Leur contribution s’attache à un objet jusqu’alors en grande partie ignoré par la recherche historique : celui du sort réservé aux « Indésirables » français ou étrangers par l’Etat de la fin de la IIIe République à l’avènement de la IVe, avec un coup de projecteur approfondi sur la période de « L’Etat français ».
L’ouvrage, préfacé par Denis Peschanski, chercheur au CNRS, aborde dans une première partie collective les aspects généraux dans leur contexte à la fois national et évolutif, depuis la mise en place des camps d’internement des réfugiés espagnols dans les années 1938 et surtout 1939 par la IIIe République, puis celle des indésirables français (communistes ou assimilés) ou étrangers (allemands surtout) à la fin 1939-début 1940, toujours par la IIIe République, suivis par l’accueil confus des réfugiés fuyant les zones de combats ou les persécutions (juifs étrangers...) au moment de la débâcle ; le régime de Vichy prenant la relève en amplifiant l’internement de personnes pour leur appartenance à un groupe religieux, politique ou racial en dehors de toute décision de justice. D’exceptionnel et temporaire, l’internement devenait la règle.
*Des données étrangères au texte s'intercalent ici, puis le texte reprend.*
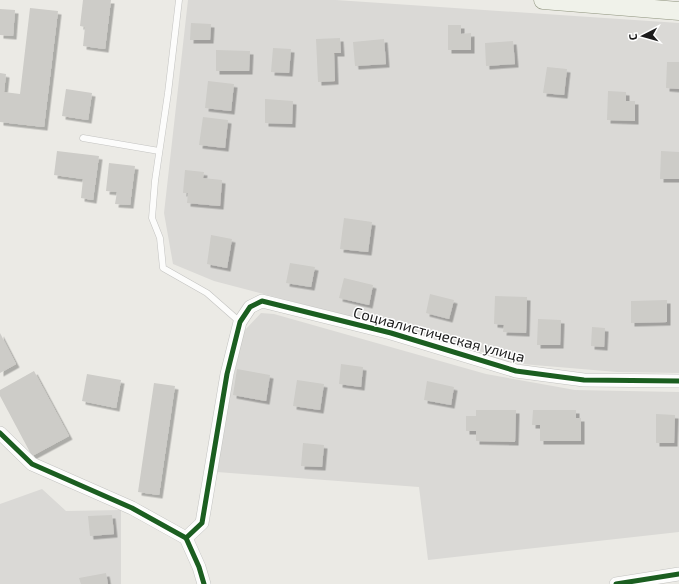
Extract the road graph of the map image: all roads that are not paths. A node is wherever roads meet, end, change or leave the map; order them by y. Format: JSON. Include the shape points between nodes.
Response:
{"nodes":[{"id":1,"x":179,"y":0,"type":"edge"},
{"id":2,"x":544,"y":0,"type":"edge"},
{"id":3,"x":602,"y":2,"type":"edge"},
{"id":4,"x":679,"y":11,"type":"edge"},
{"id":5,"x":83,"y":138,"type":"dead end"},
{"id":6,"x":160,"y":151,"type":"junction"},
{"id":7,"x":240,"y":322,"type":"junction"},
{"id":8,"x":679,"y":381,"type":"edge"},
{"id":9,"x":0,"y":433,"type":"edge"},
{"id":10,"x":186,"y":538,"type":"junction"},
{"id":11,"x":679,"y":574,"type":"edge"},
{"id":12,"x":204,"y":584,"type":"edge"},
{"id":13,"x":616,"y":584,"type":"edge"}],
"edges":[{"from":1,"to":6,"type":"lane"},
{"from":2,"to":3,"type":"main road"},
{"from":3,"to":4,"type":"main road"},
{"from":5,"to":6,"type":"lane"},
{"from":6,"to":7,"type":"lane","via":[[152,218],[160,238],[163,268],[207,293]]},
{"from":7,"to":8,"type":"street","name":"Социалистическая улица","via":[[250,307],[262,301],[391,333],[516,371],[584,380]]},
{"from":7,"to":10,"type":"street","name":"Социалистическая улица","via":[[227,374],[202,523]]},
{"from":9,"to":10,"type":"street","via":[[32,464],[132,508]]},
{"from":10,"to":12,"type":"street"},
{"from":11,"to":13,"type":"street"}]}
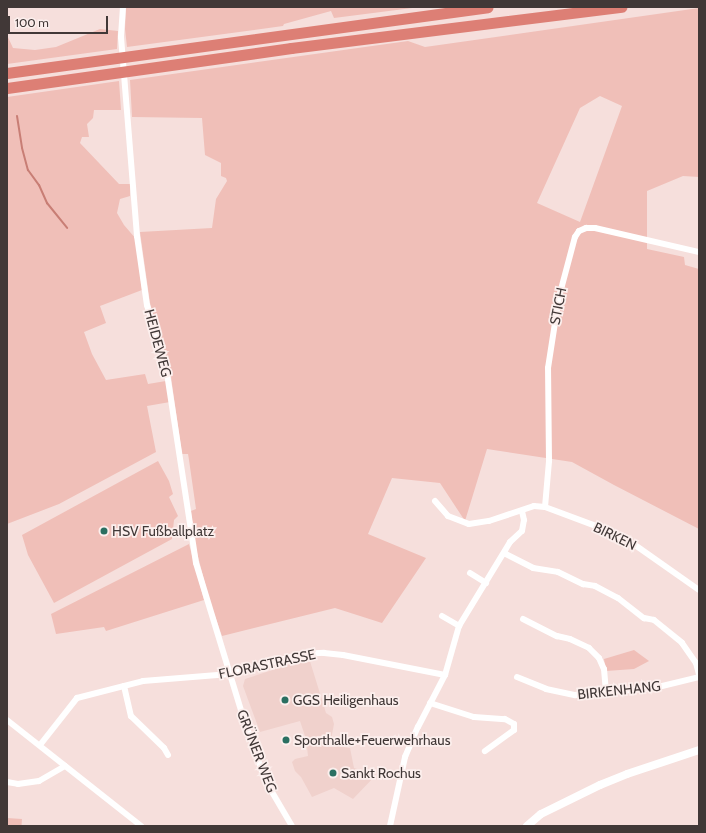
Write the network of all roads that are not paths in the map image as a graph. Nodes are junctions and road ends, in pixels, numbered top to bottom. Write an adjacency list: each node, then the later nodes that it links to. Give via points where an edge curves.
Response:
1 (123, 7): 17 (street, HEIDEWEG, via 121,37 137,236 147,305 166,367 196,563)
2 (487, 7): 4 (highway)
3 (621, 7): 5 (highway, via 292,48)
4 (7, 73)
5 (7, 88)
6 (699, 252): 8 (street, STICH, via 595,228 579,231 575,237 559,297 548,368 549,461)
7 (435, 501): 9 (street, BIRKEN, via 448,516 469,524)
8 (545, 507): 9 (street, BIRKEN, via 534,506); 13 (street, BIRKEN, via 596,526 635,545)
9 (522, 511): 10 (street, via 523,528)
10 (504, 553): 12 (street); 19 (street, via 533,568 558,572 583,584 595,586 618,598 644,618 654,620 682,643 696,664)
11 (470, 573): 12 (street)
12 (486, 583): 16 (street)
13 (699, 590)
14 (442, 616): 16 (street)
15 (523, 619): 22 (street, via 588,648 599,658 604,668)
16 (459, 626): 18 (street)
17 (230, 674): 18 (street, FLORASTRASSE, via 318,652); 21 (street, FLORASTRASSE, via 144,681); 32 (street, GRÜNER WEG, via 265,780)
18 (445, 675): 23 (street)
19 (699, 676): 22 (street, BIRKENHANG, via 654,688)
20 (517, 677): 22 (street, BIRKENHANG, via 560,694)
21 (124, 686): 25 (street, FLORASTRASSE, via 77,698); 28 (street, via 131,716)
22 (606, 693)
23 (430, 703): 27 (street, via 474,717 506,720 514,724 514,730); 33 (street, via 405,757)
24 (7, 720): 25 (street)
25 (40, 745): 29 (street)
26 (699, 750): 34 (street, via 600,785 542,814)
27 (484, 751)
28 (168, 755)
29 (65, 766): 30 (street, via 39,781 18,784); 31 (street)
30 (7, 782)
31 (141, 826)
32 (292, 826)
33 (390, 826)
34 (527, 826)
Les auteurs pointent néanmoins les éléments de continuité comme celui des Compagnies de Travailleurs Etrangers (CTE) mises en place en avril 1939, et qui deviennet les Groupements de Travailleurs Etrangers (GTE) sous Vichy, l’Ardèche comptant notamment ceux de St-Maurice-d’Ibie et de St-Privat (ce dernier comprenant de nombreux juifs étrangers bientôt victimes des rafles et déportés).
Les auteurs notent que les combats de la Libération et la mise en place des nouvelles autorités n’entraînent pas immédiatement la disparition du régime d’exception de l’internement administratif, même si celui-ci prend à nouveau un caractère exceptionnel : en dehors de la réouverture de camps pour les personnes soupçonnées de collaboration, ils notent le maintien des Groupements de Travailleurs Etrangers où se trouvent mêlés Espagnols, mais aussi Italiens.... et la présence (en dehors du cas particulier des prisonniers de guerre allemands) de deux centres pour ressortissants soviétiques (souvent supplétifs de l’armée allemande), bientôt transférés en URSS où les attend un sort peu enviable... Hervé Mauran, qui consacre la dernière partie de l’ouvrage à cette question, note que la IVe République maintient des milliers d’étrangers de toutes nationalités dans des camps jusqu’au début des années 1950 avec un prolongement au moment des guerres coloniales par l’internement de ressortissants indochinois notamment...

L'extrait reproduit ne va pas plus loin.